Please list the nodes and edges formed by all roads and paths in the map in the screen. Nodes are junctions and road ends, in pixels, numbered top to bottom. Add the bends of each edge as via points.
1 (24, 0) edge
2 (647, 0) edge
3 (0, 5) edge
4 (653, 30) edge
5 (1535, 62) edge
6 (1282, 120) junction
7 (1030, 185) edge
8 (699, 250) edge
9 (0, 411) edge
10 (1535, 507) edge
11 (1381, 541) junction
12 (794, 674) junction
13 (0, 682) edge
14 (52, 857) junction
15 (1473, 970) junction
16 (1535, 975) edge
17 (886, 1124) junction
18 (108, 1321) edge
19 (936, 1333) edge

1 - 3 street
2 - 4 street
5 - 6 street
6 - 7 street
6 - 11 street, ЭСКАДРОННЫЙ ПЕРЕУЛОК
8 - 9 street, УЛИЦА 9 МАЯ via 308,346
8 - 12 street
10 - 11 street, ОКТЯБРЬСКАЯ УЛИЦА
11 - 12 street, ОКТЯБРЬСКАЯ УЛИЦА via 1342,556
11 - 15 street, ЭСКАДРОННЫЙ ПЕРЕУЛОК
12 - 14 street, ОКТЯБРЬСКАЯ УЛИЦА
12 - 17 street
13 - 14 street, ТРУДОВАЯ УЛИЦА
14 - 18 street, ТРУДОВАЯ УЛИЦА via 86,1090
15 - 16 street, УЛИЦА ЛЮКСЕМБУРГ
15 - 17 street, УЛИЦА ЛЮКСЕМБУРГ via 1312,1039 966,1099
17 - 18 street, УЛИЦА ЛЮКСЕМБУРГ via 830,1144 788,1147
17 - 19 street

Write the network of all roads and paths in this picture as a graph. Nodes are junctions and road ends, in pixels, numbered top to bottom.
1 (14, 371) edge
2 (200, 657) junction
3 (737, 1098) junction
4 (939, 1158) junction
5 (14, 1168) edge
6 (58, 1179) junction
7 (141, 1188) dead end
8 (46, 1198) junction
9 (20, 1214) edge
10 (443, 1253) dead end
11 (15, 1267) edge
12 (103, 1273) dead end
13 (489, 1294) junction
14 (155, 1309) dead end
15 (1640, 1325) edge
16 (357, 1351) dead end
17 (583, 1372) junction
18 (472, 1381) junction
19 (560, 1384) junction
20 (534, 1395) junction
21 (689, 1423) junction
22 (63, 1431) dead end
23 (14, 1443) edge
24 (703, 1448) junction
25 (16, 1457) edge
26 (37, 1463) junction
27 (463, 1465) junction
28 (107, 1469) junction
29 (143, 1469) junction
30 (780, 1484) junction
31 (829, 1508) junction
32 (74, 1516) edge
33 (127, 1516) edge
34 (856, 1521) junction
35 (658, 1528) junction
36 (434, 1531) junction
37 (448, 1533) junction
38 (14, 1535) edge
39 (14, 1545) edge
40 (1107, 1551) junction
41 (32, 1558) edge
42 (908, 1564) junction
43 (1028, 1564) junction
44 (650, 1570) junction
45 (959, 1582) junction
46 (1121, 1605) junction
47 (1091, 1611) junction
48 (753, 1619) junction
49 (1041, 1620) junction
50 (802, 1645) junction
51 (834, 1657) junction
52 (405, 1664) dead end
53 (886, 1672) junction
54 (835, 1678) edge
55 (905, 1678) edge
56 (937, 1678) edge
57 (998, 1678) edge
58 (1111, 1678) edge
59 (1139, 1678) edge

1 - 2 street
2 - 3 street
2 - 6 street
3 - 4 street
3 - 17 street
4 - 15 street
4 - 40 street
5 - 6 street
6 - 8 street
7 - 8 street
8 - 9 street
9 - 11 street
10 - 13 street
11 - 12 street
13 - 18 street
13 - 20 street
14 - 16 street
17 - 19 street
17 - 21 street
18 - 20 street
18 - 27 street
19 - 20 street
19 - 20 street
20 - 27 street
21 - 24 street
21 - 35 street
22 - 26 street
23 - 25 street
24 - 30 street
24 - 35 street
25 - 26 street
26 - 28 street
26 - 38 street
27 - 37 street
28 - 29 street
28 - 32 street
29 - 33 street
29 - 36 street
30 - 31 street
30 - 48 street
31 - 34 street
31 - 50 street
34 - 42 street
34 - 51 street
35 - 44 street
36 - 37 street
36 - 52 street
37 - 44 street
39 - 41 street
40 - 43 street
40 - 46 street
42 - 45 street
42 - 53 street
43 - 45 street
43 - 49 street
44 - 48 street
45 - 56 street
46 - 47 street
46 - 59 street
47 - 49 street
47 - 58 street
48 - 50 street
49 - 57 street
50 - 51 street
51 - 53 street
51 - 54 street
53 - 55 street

============================================================

WORK TO COMPLETE
Create a word-for-word copy of the whole listing.

WRITTEN RESPONSE
Please list the nodes and edges formed by all roads and paths in the map in the screen. Nodes are junctions and road ends, in pixels, numbered top to bottom. Add the bends of each edge as via points.
1 (24, 0) edge
2 (647, 0) edge
3 (0, 5) edge
4 (653, 30) edge
5 (1535, 62) edge
6 (1282, 120) junction
7 (1030, 185) edge
8 (699, 250) edge
9 (0, 411) edge
10 (1535, 507) edge
11 (1381, 541) junction
12 (794, 674) junction
13 (0, 682) edge
14 (52, 857) junction
15 (1473, 970) junction
16 (1535, 975) edge
17 (886, 1124) junction
18 (108, 1321) edge
19 (936, 1333) edge

1 - 3 street
2 - 4 street
5 - 6 street
6 - 7 street
6 - 11 street, ЭСКАДРОННЫЙ ПЕРЕУЛОК
8 - 9 street, УЛИЦА 9 МАЯ via 308,346
8 - 12 street
10 - 11 street, ОКТЯБРЬСКАЯ УЛИЦА
11 - 12 street, ОКТЯБРЬСКАЯ УЛИЦА via 1342,556
11 - 15 street, ЭСКАДРОННЫЙ ПЕРЕУЛОК
12 - 14 street, ОКТЯБРЬСКАЯ УЛИЦА
12 - 17 street
13 - 14 street, ТРУДОВАЯ УЛИЦА
14 - 18 street, ТРУДОВАЯ УЛИЦА via 86,1090
15 - 16 street, УЛИЦА ЛЮКСЕМБУРГ
15 - 17 street, УЛИЦА ЛЮКСЕМБУРГ via 1312,1039 966,1099
17 - 18 street, УЛИЦА ЛЮКСЕМБУРГ via 830,1144 788,1147
17 - 19 street

Write the network of all roads and paths in this picture as a graph. Nodes are junctions and road ends, in pixels, numbered top to bottom.
1 (14, 371) edge
2 (200, 657) junction
3 (737, 1098) junction
4 (939, 1158) junction
5 (14, 1168) edge
6 (58, 1179) junction
7 (141, 1188) dead end
8 (46, 1198) junction
9 (20, 1214) edge
10 (443, 1253) dead end
11 (15, 1267) edge
12 (103, 1273) dead end
13 (489, 1294) junction
14 (155, 1309) dead end
15 (1640, 1325) edge
16 (357, 1351) dead end
17 (583, 1372) junction
18 (472, 1381) junction
19 (560, 1384) junction
20 (534, 1395) junction
21 (689, 1423) junction
22 (63, 1431) dead end
23 (14, 1443) edge
24 (703, 1448) junction
25 (16, 1457) edge
26 (37, 1463) junction
27 (463, 1465) junction
28 (107, 1469) junction
29 (143, 1469) junction
30 (780, 1484) junction
31 (829, 1508) junction
32 (74, 1516) edge
33 (127, 1516) edge
34 (856, 1521) junction
35 (658, 1528) junction
36 (434, 1531) junction
37 (448, 1533) junction
38 (14, 1535) edge
39 (14, 1545) edge
40 (1107, 1551) junction
41 (32, 1558) edge
42 (908, 1564) junction
43 (1028, 1564) junction
44 (650, 1570) junction
45 (959, 1582) junction
46 (1121, 1605) junction
47 (1091, 1611) junction
48 (753, 1619) junction
49 (1041, 1620) junction
50 (802, 1645) junction
51 (834, 1657) junction
52 (405, 1664) dead end
53 (886, 1672) junction
54 (835, 1678) edge
55 (905, 1678) edge
56 (937, 1678) edge
57 (998, 1678) edge
58 (1111, 1678) edge
59 (1139, 1678) edge

1 - 2 street
2 - 3 street
2 - 6 street
3 - 4 street
3 - 17 street
4 - 15 street
4 - 40 street
5 - 6 street
6 - 8 street
7 - 8 street
8 - 9 street
9 - 11 street
10 - 13 street
11 - 12 street
13 - 18 street
13 - 20 street
14 - 16 street
17 - 19 street
17 - 21 street
18 - 20 street
18 - 27 street
19 - 20 street
19 - 20 street
20 - 27 street
21 - 24 street
21 - 35 street
22 - 26 street
23 - 25 street
24 - 30 street
24 - 35 street
25 - 26 street
26 - 28 street
26 - 38 street
27 - 37 street
28 - 29 street
28 - 32 street
29 - 33 street
29 - 36 street
30 - 31 street
30 - 48 street
31 - 34 street
31 - 50 street
34 - 42 street
34 - 51 street
35 - 44 street
36 - 37 street
36 - 52 street
37 - 44 street
39 - 41 street
40 - 43 street
40 - 46 street
42 - 45 street
42 - 53 street
43 - 45 street
43 - 49 street
44 - 48 street
45 - 56 street
46 - 47 street
46 - 59 street
47 - 49 street
47 - 58 street
48 - 50 street
49 - 57 street
50 - 51 street
51 - 53 street
51 - 54 street
53 - 55 street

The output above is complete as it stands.